BIRDSONG, Presiding Judge.
Quantum meruit action. Cherokee State Court. Before Judge Gober.
Tina Pappas appeals from a judgment following a jury trial in favor of Southeast Universal Development, Inc. ("Southeast"), in Southeast's quantum meruit action to recover the value of certain improvements to Pappas' property. See OCGA 9-2-7.
She contends that the trial court erred by denying her motion in limine and by overruling her objections to the admission of other evidence. She also contends that there was no evidence supporting the jury's verdict. Held:
1. Pappas' motion to disqualify Southeast's appellate counsel based upon her perceived conflict of interest is denied. The materials submitted by Pappas merely establish that Southeast's counsel represented a joint venture in which Pappas had an interest in matters unrelated to this litigation. She was never his client, and there was no conflict of interest.
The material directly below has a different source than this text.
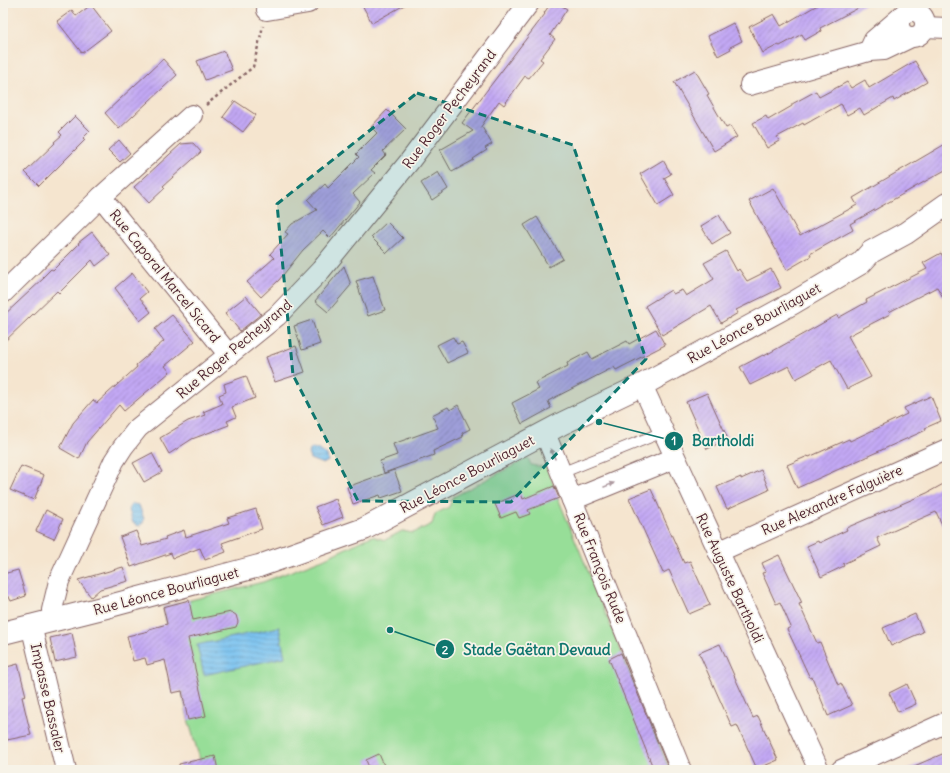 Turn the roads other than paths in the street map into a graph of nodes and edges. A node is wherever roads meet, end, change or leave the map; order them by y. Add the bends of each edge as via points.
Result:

2. Pappas contends the trial court should have excluded all evidence concerning the cost of Southeast's materials and workmanship because recovery under quantum meruit is limited to the value received by Pappas (see Pembroke Steel Co. v. Technical Sales Assoc. 138 Ga. App. 744 (227 SE2d 491)), and therefore the trial court erred by denying her pretrial motion in limine. While Pappas correctly states the measure of damages, her argument is incorrect because Southeast's materials and workmanship are relevant to some extent to the value of the improvements made to Pappas' property. Maloy v. Ewing, 157 Ga. App. 95 (276 SE2d 145). Additionally, the record shows the evidence which Pappas sought to exclude was used by Southeast's expert witness in his testimony as part of the basis for establishing the value to Pappas of the repairs made to her property. Moreover, when this evidence was admitted, the trial court instructed the jury the evidence was relevant only to the extent it gave the jury a basis for the value of the improvements, but it was the jury's responsibility to determine the value of the improvements to Pappas. This limiting instruction was followed later by other instructions on the proper measure of damages in this case. The cases cited by Pappas (see, e.g., City of Gainesville v. Edwards, 112 Ga. App. 672 (145 SE2d 715)) do not stand for the proposition that evidence of cost is never admissible in a quantum meruit case. Accordingly the trial court did not err by admitting this evidence, and Pappas' first and third enumerations of error are without merit.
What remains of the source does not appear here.